Royal astrologers can use the slab's astrological details to predict
activities relating to Vajiralongkorn.

During Saturday's coronation, he undergoes several washing and
anointing rites which mix Hinduism's Brahman and breakaway Buddhist
purification traditions.

During one ritual, he wears a white robe with his right shoulder bare
and sits under a device shaped like a lotus that gently showers holy
water onto him.

Ablution rites also allow the supreme patriarch, the chief court
astrologer, and other officials to pour holy water onto his hands from
blessed vases.

Vajiralongkorn then changes into regal attire including a heavy gold
embroidered robe and ascends his Octagonal Throne to receive holy
water presented by a Brahman priest and various officials.

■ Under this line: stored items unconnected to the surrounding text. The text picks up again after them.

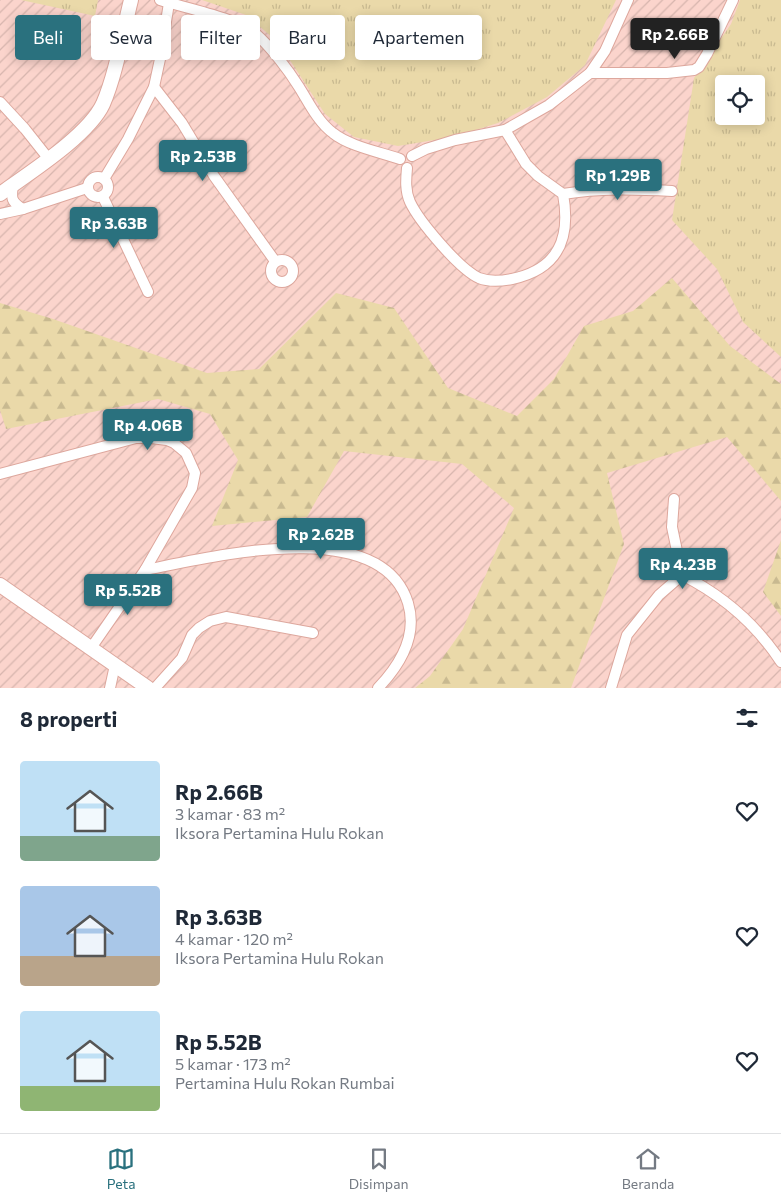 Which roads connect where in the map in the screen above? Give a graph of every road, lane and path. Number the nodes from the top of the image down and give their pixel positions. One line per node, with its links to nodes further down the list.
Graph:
1 (131, 0): 10 (street)
2 (628, 0): 5 (street)
3 (733, 0): 5 (street)
4 (164, 2): 6 (street); 11 (street)
5 (590, 73): 8 (street)
6 (154, 87): 13 (street); 22 (street)
7 (0, 102): 10 (street)
8 (505, 130): 9 (street); 18 (street)
9 (412, 156): 11 (street); 12 (street)
10 (48, 158): 14 (street)
11 (400, 159): 12 (street)
12 (407, 168): 18 (street)
13 (104, 179): 15 (street); 19 (street)
14 (13, 185): 17 (street); 20 (street)
15 (87, 188): 19 (street); 20 (street)
16 (672, 192): 18 (street)
17 (0, 194)
18 (564, 194)
19 (103, 196): 23 (street)
20 (23, 209): 21 (street)
21 (0, 214)
22 (275, 261)
23 (148, 292)
24 (0, 474): 26 (street)
25 (674, 499): 27 (street)
26 (145, 570): 30 (street); 36 (street)
27 (682, 575): 31 (street); 37 (street)
28 (0, 585): 30 (street)
29 (313, 633): 35 (street)
30 (91, 648): 32 (street)
31 (781, 662)
32 (115, 665): 33 (street); 34 (street)
33 (110, 688)
34 (148, 688)
35 (156, 688)
36 (378, 688)
37 (612, 688)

The water was recently combined from auspicious sites in Thailand. In
ancient India, royal Hindu rituals required consecrated water from
India's five holiest rivers, including the Ganges.

Brahmans then present a royal nine-tiered umbrella to Vajiralongkorn,
symbolizing his sovereignty.

Ancient kings often appeared with umbrellas instead of crowns. People
believed the umbrellas housed wise spirits who advised any king
sitting underneath and also guarded him.

Similar umbrellas protected shrines and other religious sites in
ancient India, Java and Cambodia, and were later reinforced with wood
until transforming into the world's first pagodas.

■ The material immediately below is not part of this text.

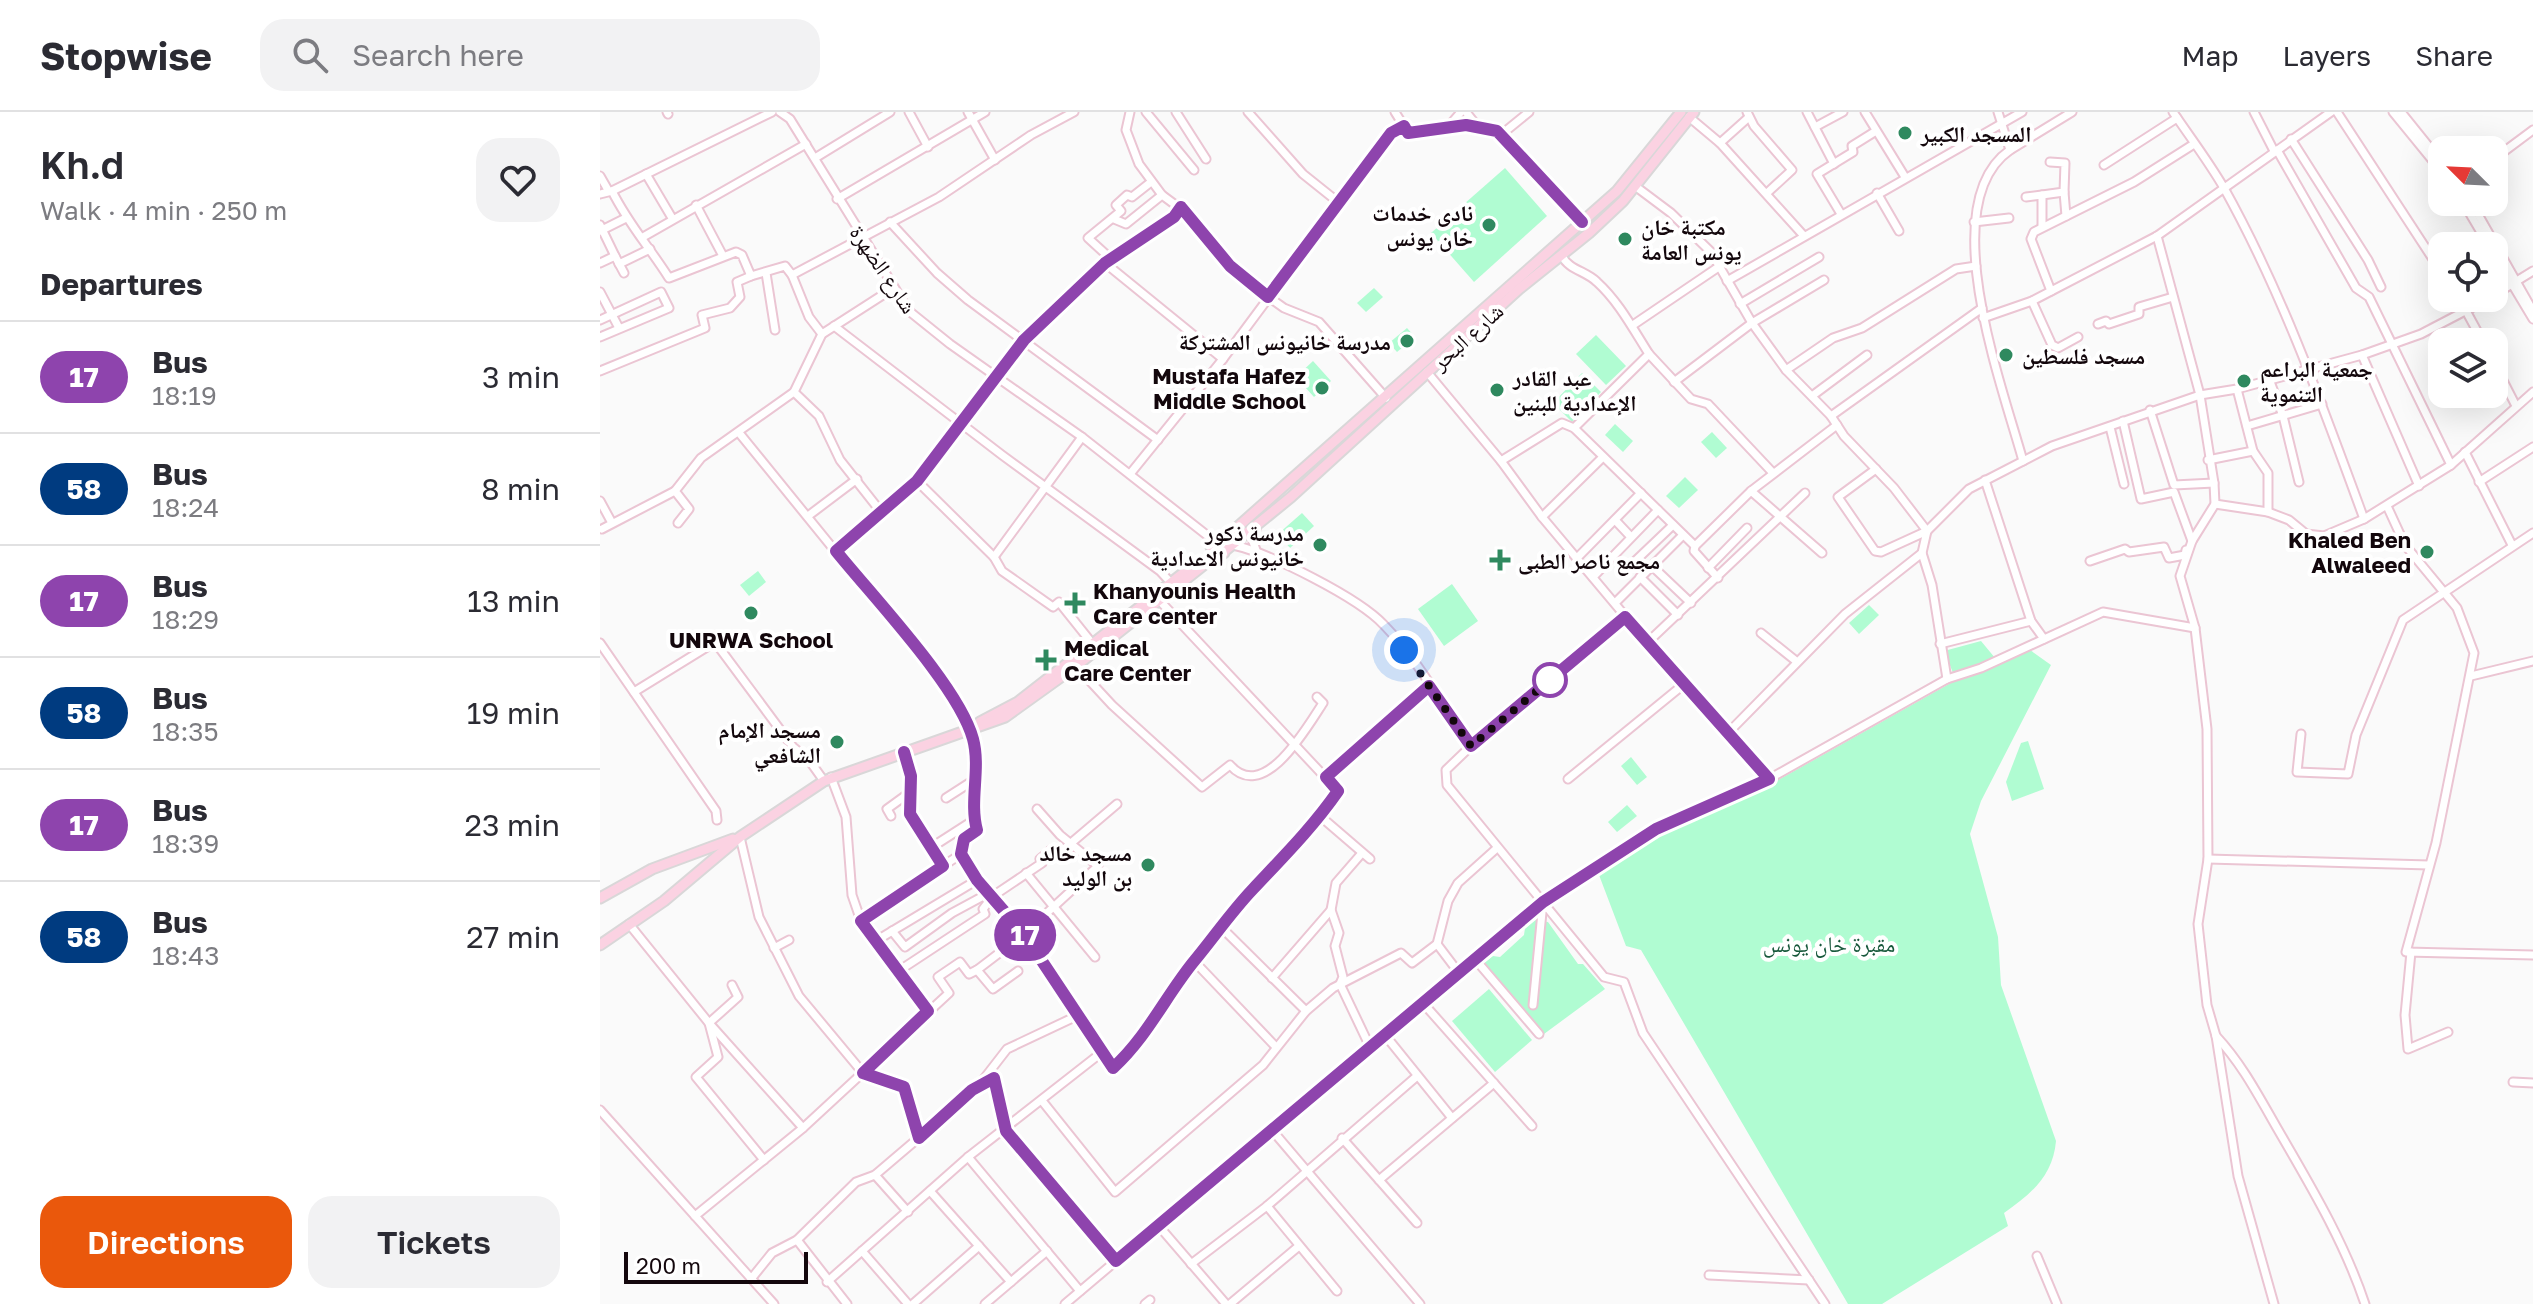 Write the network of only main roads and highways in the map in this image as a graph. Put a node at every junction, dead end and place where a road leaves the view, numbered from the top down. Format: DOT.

Departing his Octagonal Throne, King Vajiralongkorn then sits on a
gilded figwood Noble Throne under his new umbrella.

A Brahman priest representing the Hindu god Shiva will declare the
"Opening of Kailash's portals," inviting Shiva to enter the king's
body from Mount Kailash.

Mount Kailash in northwest Tibet is said to be Shiva's mythical Mount Meru home.

The priest then gives the king exquisite royal regalia including the
Sword of Victory, Royal Fan and Fly Whisk, Royal Staff, Royal
Slippers, and Great Crown of Victory.

These pieces were created mostly from gold during the reign of King
Rama I who began the Chakri dynasty in 1782.

Unlike coronations elsewhere in which a monarch is crowned by a
religious or other official, Vajiralongkorn will crown himself by
lifting the headpiece with both hands and placing it upon his head.

The gem-encrusted crown weighs 16 pounds, rises in circular layers,
peaks in an elongated spire and publicly appears only on coronation
day.

At the crown's top is a diamond purchased in India during the mid-19th
century, capped by a tiny umbrella sheltering the glistening stone.

The crown's circular shape symbolizes Mount Meru indicating the king
is enthroned at the center of Hinduism's and Buddhism's celestial
universe.

The "devaraja" or divine king then speaks for the first time as a
crowned monarch to gathered Brahman and Buddhist clergy and other
witnesses.

He recites the royal Oath of Allegiance invoking Buddhism's Tenfold
Practice of Ten Duties of Kingship.

These duties include generosity, moral behavior, self-sacrifice,
honesty, gentleness, austerity, non-violence, tolerance, public
welfare, and freedom from hatred.

While nearby Buddhist clergy chant blessings, troops outside the
palace fire a multi-gun salute.

More than 40,000 Buddhist temples throughout Thailand then ring bells
and gongs announcing and blessing the monarch.

He later appears wearing his crown and sits on his elevated Golden
Hibiscus Throne to greet invitees.

Afterwards, he rides outdoors atop an opulent palanquin carried by
more than 300 men in a procession to the Chapel Royal of the Emerald
Buddha to indicate he will protect Buddhism, a religion shared by 95
percent of Thailand's population.

Brahman priests, speaking Sanskrit, Pali and Thai, preside over many
of Saturday's coronation rituals to project a sacred status onto the
monarch, who is presented as an incarnation of the Hindu god Vishnu.

Around 1200 B.C. in India, monarchs began using Hindu regalia to
emphasize their godly powers.

During the first kingdom of Siam's 13th century Sukhothai era, Hindu
regalia appeared in the coronation of King Dhammaraja I, who bore the
title "maha" or "great," which King "Maha" Vajiralongkorn adopted.